三井氏が今後、侍ジャパンのスコアラーを任される人に持っていてもらいたい思いとは…

 国際大会となれば、初めて対戦する投手や打者も多いため、情報はかなり少ない。投手の癖、ボールの質、変化球の曲がり具合、制球の良さ……。それらを見たことのない選手にイメージしやすいように数値化もしているという。

「例えば、コントロールの良い悪いも自分の中でランクをつけていました。外角のスライダーのアウトコースは満点の5点だけれども、内角のスライダーはコントロールが甘くなって真ん中に入ってきたりするから2点くらい、とか。その辺りの分析を頭の中にいれておかないといけません。漠然とミーティングなどでも『この投手は変化球がいい』とかでは選手たちは納得がいかないないだろうし、このピッチャーの球種だったら、どのようにして、どういう風なアプローチで打撃をしていかないといけないとか、言ってあげるのがスコアラーだと思います」

 侍ジャパンは2009年を最後に世界一から遠ざかっている。三井氏には、今後スコアラーを任される人に持っていてもらいたい思いがある。

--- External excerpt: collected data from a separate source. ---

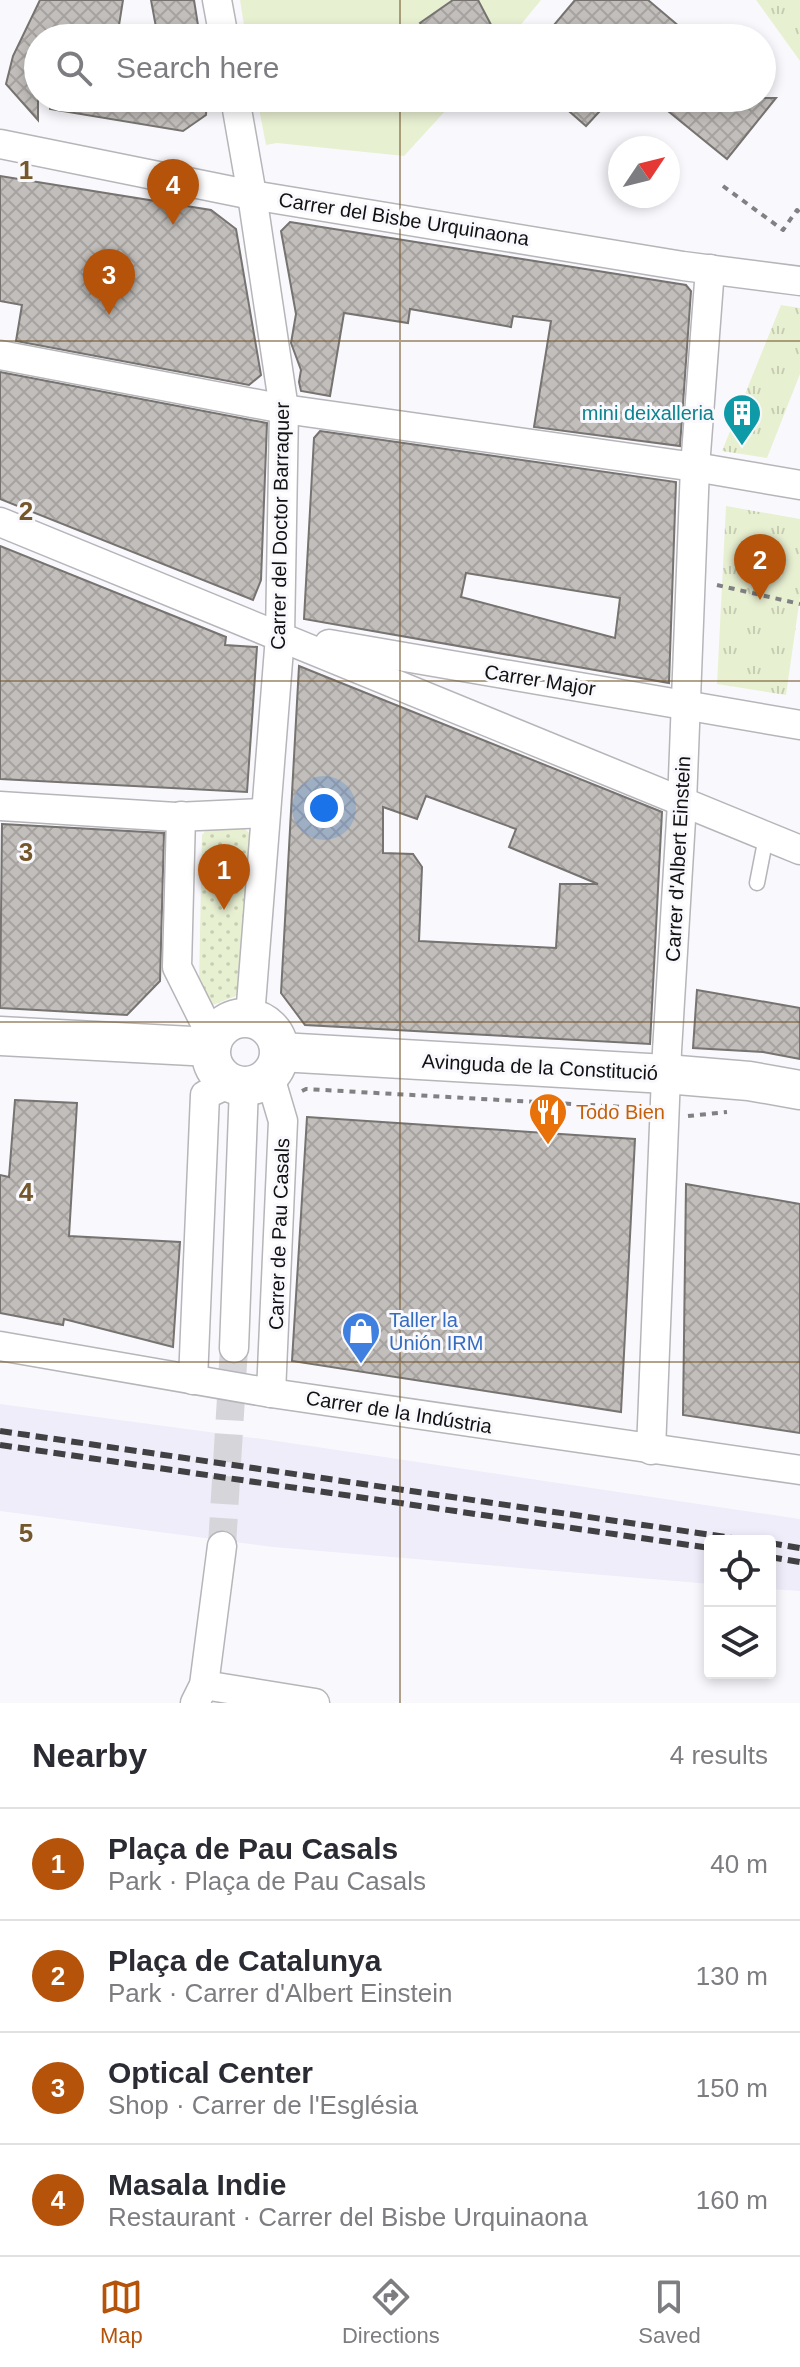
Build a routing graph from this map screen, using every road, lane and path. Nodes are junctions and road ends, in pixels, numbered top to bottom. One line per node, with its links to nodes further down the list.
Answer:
1 (217, 0): 2 (street)
2 (221, 24)
3 (237, 112): 6 (street, Carrer del Doctor Barraquer)
4 (3, 143): 6 (street, Carrer del Bisbe Urquinaona)
5 (723, 186): 7 (path)
6 (252, 195): 8 (street, Carrer del Bisbe Urquinaona); 11 (street, Carrer del Doctor Barraquer)
7 (800, 213)
8 (710, 269): 9 (street, Carrer del Bisbe Urquinaona); 12 (street, Carrer d'Albert Einstein)
9 (800, 281)
10 (0, 355): 11 (street)
11 (284, 409): 12 (street); 17 (street, Carrer del Doctor Barraquer)
12 (695, 467): 13 (street); 18 (street, Carrer d'Albert Einstein)
13 (800, 485)
14 (0, 522): 17 (street)
15 (711, 584): 16 (path)
16 (800, 604)
17 (280, 636): 18 (street, Carrer Major); 20 (street); 22 (street, Carrer del Doctor Barraquer)
18 (687, 704): 19 (street, Carrer Major); 20 (street, Carrer d'Albert Einstein)
19 (800, 725)
20 (682, 803): 24 (street); 30 (street, Carrer d'Albert Einstein)
21 (0, 806): 23 (street)
22 (264, 813): 23 (street); 27 (street, Carrer del Doctor Barraquer)
23 (181, 816): 29 (street)
24 (766, 837): 25 (street); 26 (lane)
25 (800, 850)
26 (757, 883)
27 (250, 1017): 29 (street); 31 (street)
28 (0, 1036): 29 (street)
29 (213, 1040): 31 (street)
30 (666, 1074): 31 (street, Avinguda de la Constitució); 32 (street, Avinguda de la Constitució); 34 (street, Carrer d'Albert Einstein)
31 (260, 1080): 34 (path, Avinguda de la Constitució); 36 (street, Carrer de Pau Casals); 37 (street); 38 (street, Carrer de Pau Casals)
32 (800, 1090)
33 (732, 1112): 34 (path, Avinguda de la Constitució)
34 (665, 1117): 39 (street, Carrer d'Albert Einstein)
35 (0, 1346): 37 (street, Carrer de la Indústria)
36 (234, 1348)
37 (193, 1380): 38 (street, Carrer de la Indústria)
38 (271, 1393): 39 (street, Carrer de la Indústria)
39 (651, 1450): 40 (street, Carrer de la Indústria)
40 (800, 1470)
41 (222, 1546): 42 (street)
42 (200, 1694): 43 (street)
43 (315, 1703)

「日の丸を背負うという重圧は大きいと思います。体力も必要です。場所によっては水や食事も体と合わなかったり、野球以外の要素でも戦わなかったりしないといけない場面もありました。ただ、スコアラーとして言えることは中途半端なことはしてはいけません。選手に嫌われてもいいから、遠慮せずに自分の分析を伝えてほしいですね」

 世界一へと駆け上がった2009年は、決勝の韓国戦のイチロー氏の決勝打、ダルビッシュ有投手(現シカゴ・カブス)が締めたフィナーレ……。どれも野球ファンの心に今でも突き刺さっていると言えるだろう。

「空いた時間にコーチ陣と話をして、首脳陣がどのように選手を使いたいかを聞いておくのもスコアラーにとって大事なことです。知っておくと、こういうケースではこの選手が出される。そうすればこちらも前もって準備、予習ができます。そういうコミュニケーションは大切です。そういう部分があったから、2009年は不振だったイチロー選手の起用にも、ダルビッシュ投手の抑え起用も、チーム内でブレませんでした。だからあのような感動的な場面が生まれたのだと思っています」

三井康浩(みつい・やすひろ)1961年1月19日、島根県出身。出雲西高から78年ドラフト外で巨人に入団。85年に引退。86年に巨人2軍サブマネジャーを務め、87年にスコアラーに転身。02年にチーフスコアラー。08年から査定を担当。その後、編成統括ディレクターとしてスカウティングや外国人獲得なども行った。2009年にはWBC日本代表のスコアラーも務めた。